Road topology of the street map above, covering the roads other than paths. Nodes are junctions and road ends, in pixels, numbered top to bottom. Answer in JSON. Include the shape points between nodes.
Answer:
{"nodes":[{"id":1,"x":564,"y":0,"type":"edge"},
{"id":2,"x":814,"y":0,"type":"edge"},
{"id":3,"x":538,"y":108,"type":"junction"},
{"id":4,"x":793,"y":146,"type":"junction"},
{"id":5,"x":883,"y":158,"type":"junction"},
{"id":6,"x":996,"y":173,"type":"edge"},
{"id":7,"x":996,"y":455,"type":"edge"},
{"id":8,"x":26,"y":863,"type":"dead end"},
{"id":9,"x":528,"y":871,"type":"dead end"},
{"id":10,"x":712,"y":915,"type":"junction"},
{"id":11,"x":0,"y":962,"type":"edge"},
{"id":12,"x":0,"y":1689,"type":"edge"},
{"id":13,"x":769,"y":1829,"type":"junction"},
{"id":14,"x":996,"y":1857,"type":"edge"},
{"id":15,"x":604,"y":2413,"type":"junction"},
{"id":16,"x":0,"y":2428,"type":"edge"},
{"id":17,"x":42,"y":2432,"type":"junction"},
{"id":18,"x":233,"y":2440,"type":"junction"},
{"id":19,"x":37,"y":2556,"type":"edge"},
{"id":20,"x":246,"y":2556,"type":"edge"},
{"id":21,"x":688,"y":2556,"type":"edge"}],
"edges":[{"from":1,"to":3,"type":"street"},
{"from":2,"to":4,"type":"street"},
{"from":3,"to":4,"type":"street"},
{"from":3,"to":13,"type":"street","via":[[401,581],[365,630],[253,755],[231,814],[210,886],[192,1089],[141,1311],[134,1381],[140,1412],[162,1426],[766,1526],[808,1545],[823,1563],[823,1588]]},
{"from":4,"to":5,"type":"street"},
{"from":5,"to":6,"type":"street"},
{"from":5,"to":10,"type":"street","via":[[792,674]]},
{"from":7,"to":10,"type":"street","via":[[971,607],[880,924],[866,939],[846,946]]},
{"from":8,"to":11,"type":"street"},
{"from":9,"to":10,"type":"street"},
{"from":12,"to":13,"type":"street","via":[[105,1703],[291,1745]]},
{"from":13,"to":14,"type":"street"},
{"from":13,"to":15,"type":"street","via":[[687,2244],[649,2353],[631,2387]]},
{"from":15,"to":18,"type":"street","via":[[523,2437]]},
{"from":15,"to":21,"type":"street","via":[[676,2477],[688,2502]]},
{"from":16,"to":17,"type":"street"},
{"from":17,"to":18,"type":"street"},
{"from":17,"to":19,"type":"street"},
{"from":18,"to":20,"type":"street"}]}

= = = = = = =

▶ WORK TO COMPLETE
Your task is to transcribe the listing in full, so that each line reads exactly as before.

▶ EXERCISE RESPONSE
Road topology of the street map above, covering the roads other than paths. Nodes are junctions and road ends, in pixels, numbered top to bottom. Answer in JSON. Include the shape points between nodes.
Answer:
{"nodes":[{"id":1,"x":564,"y":0,"type":"edge"},
{"id":2,"x":814,"y":0,"type":"edge"},
{"id":3,"x":538,"y":108,"type":"junction"},
{"id":4,"x":793,"y":146,"type":"junction"},
{"id":5,"x":883,"y":158,"type":"junction"},
{"id":6,"x":996,"y":173,"type":"edge"},
{"id":7,"x":996,"y":455,"type":"edge"},
{"id":8,"x":26,"y":863,"type":"dead end"},
{"id":9,"x":528,"y":871,"type":"dead end"},
{"id":10,"x":712,"y":915,"type":"junction"},
{"id":11,"x":0,"y":962,"type":"edge"},
{"id":12,"x":0,"y":1689,"type":"edge"},
{"id":13,"x":769,"y":1829,"type":"junction"},
{"id":14,"x":996,"y":1857,"type":"edge"},
{"id":15,"x":604,"y":2413,"type":"junction"},
{"id":16,"x":0,"y":2428,"type":"edge"},
{"id":17,"x":42,"y":2432,"type":"junction"},
{"id":18,"x":233,"y":2440,"type":"junction"},
{"id":19,"x":37,"y":2556,"type":"edge"},
{"id":20,"x":246,"y":2556,"type":"edge"},
{"id":21,"x":688,"y":2556,"type":"edge"}],
"edges":[{"from":1,"to":3,"type":"street"},
{"from":2,"to":4,"type":"street"},
{"from":3,"to":4,"type":"street"},
{"from":3,"to":13,"type":"street","via":[[401,581],[365,630],[253,755],[231,814],[210,886],[192,1089],[141,1311],[134,1381],[140,1412],[162,1426],[766,1526],[808,1545],[823,1563],[823,1588]]},
{"from":4,"to":5,"type":"street"},
{"from":5,"to":6,"type":"street"},
{"from":5,"to":10,"type":"street","via":[[792,674]]},
{"from":7,"to":10,"type":"street","via":[[971,607],[880,924],[866,939],[846,946]]},
{"from":8,"to":11,"type":"street"},
{"from":9,"to":10,"type":"street"},
{"from":12,"to":13,"type":"street","via":[[105,1703],[291,1745]]},
{"from":13,"to":14,"type":"street"},
{"from":13,"to":15,"type":"street","via":[[687,2244],[649,2353],[631,2387]]},
{"from":15,"to":18,"type":"street","via":[[523,2437]]},
{"from":15,"to":21,"type":"street","via":[[676,2477],[688,2502]]},
{"from":16,"to":17,"type":"street"},
{"from":17,"to":18,"type":"street"},
{"from":17,"to":19,"type":"street"},
{"from":18,"to":20,"type":"street"}]}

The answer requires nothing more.